Dataset entries
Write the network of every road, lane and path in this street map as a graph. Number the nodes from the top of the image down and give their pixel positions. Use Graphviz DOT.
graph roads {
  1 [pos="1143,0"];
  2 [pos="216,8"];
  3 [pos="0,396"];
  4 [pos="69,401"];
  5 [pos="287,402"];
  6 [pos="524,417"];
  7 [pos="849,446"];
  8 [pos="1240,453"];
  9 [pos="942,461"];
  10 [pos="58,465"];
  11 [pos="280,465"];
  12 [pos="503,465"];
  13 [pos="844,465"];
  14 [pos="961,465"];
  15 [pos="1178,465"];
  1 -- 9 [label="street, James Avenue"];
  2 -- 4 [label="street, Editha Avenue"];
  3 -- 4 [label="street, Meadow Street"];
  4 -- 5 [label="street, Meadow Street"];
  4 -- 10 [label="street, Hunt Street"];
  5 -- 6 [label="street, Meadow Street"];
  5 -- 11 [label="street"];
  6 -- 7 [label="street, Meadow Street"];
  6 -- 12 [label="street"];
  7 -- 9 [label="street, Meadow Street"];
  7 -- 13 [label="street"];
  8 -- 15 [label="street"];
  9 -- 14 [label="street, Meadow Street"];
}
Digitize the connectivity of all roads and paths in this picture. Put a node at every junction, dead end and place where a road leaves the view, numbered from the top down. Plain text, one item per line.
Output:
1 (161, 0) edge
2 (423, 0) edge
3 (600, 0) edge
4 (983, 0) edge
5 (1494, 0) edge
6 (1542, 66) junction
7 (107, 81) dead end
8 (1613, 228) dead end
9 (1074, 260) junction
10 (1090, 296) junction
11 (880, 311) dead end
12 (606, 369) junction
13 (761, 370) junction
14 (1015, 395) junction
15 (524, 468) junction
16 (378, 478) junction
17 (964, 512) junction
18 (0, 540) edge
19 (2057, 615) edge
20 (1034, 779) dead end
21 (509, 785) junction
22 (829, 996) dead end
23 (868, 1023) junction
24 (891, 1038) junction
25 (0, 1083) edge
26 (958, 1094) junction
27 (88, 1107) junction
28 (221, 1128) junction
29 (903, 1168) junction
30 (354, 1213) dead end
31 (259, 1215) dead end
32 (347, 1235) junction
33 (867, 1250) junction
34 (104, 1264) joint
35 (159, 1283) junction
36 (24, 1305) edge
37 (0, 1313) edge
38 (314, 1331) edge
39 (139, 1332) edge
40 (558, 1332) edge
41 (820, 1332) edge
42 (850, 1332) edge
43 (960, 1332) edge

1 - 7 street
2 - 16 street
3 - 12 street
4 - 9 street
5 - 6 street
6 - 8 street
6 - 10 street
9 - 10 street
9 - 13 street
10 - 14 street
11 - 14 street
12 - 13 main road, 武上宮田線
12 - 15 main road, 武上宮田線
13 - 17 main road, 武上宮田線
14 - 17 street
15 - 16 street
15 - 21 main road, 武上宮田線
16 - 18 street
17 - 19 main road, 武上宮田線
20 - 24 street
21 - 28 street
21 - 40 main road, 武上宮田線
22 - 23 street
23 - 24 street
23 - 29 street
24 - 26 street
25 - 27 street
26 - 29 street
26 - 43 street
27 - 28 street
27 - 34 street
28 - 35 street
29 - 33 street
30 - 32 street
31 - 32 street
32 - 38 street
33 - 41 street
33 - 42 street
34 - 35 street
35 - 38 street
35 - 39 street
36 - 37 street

What you will do: Show the lines above that have the word "dead".

Answer to this exercise:
Digitize the connectivity of all roads and paths in this picture. Put a node at every junction, dead end and place where a road leaves the view, numbered from the top down. Plain text, one item per line.
7 (107, 81) dead end
8 (1613, 228) dead end
11 (880, 311) dead end
20 (1034, 779) dead end
22 (829, 996) dead end
30 (354, 1213) dead end
31 (259, 1215) dead end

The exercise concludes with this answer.